At the time, the Navy studied the problem and concluded that the risk of any adverse effects was minimal.
But in the 1984 case of Wisconsin v. Weinberger, the Seventh District Court disagreed-stating that there was substantial evidence of serious health hazards-and halted construction, but in the end the national security threat posed by Russia superseded the ruling, and the station was completed and commissioned.
Despite numerous subsequent studies over the next decade, no conclusive evidence was found to substantiate the activists’ claims.
But the environmentalists hadn’t given up.
Over the ELF station’s operational years, socially progressive and environmentally conscious groups held regular protests at the base, cut down the telephone poles that supported the electrical lines, and filed relentless federal lawsuits to close the Wisconsin station. State senators Herb Kohl and Russ Feingold even got into the act, demanding that the ELF site be shut down.
So.
A few threads came together.
All Ohio Class subs are equipped with antennas to receive the extremely low frequency waves and have onboard instruments that decode the ELF signals.
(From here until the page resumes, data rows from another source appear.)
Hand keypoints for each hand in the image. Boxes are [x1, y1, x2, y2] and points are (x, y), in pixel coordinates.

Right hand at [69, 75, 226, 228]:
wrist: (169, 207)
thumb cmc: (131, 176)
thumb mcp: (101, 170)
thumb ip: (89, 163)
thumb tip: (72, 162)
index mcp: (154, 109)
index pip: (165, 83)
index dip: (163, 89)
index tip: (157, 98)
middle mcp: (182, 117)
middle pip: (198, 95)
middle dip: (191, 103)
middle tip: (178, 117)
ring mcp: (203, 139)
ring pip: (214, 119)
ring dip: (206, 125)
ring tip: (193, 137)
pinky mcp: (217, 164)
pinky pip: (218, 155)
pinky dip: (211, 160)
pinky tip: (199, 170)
However, since the subs don’t have miles of radio transmission wires, the communication between the station and the subs was one-way.
For that reason, the ELF orders were typically requests for the sub to surface to receive further communication, or to remain at depth and at immediate battle readiness.
Typically.
In 2004, the Navy, without warning, announced that they were closing the stations because they were outdated and no longer needed. The Michigan site was completely razed. Then, the military dismantled the communications array here in Wisconsin, taking down all the telephone poles as well as more than twenty-eight miles of transmission wires that had surrounded the station.
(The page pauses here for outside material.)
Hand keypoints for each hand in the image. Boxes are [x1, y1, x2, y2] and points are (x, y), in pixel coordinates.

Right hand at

Naval personnel had bulldozed the station, removed all the rubble, and reseeded the field so that now all that remained was a looming maintenance building that was apparently left for the forest service to use.
I found myself wondering if the Navy would really invest nearly a quarter of a billion dollars and fifty years of research and then abandon a project just because it seemed dated.
Actually, they might.
But still, why then? Why 2004?
As all of this was circling through my head, I scrolled to the final PDF file and found a footnote that gave me pause.
According to some protestors, the ELF signal could be used to issue first-strike orders, although the Navy maintained that the signals could never be used in that way.
But in the 1996 case of Wisconsin v. Donna and Tom Howard, a former commander of a US nuclear submarine, Captain James Bush, testified that the primary purpose of ELF signals was to give go-codes to launch kinetic attacks against foreign adversaries.
In other words, to initiate nuclear war.
I felt a palpable chill.
A biometric ID card.
Above top secret access.
The preliminary Project Sanguine work was done in Wisconsin, possibly including tunnels being constructed.
Though I’m hesitant to make investigative assumptions, it was looking more and more likely that something still remained out there in the middle of the national forest.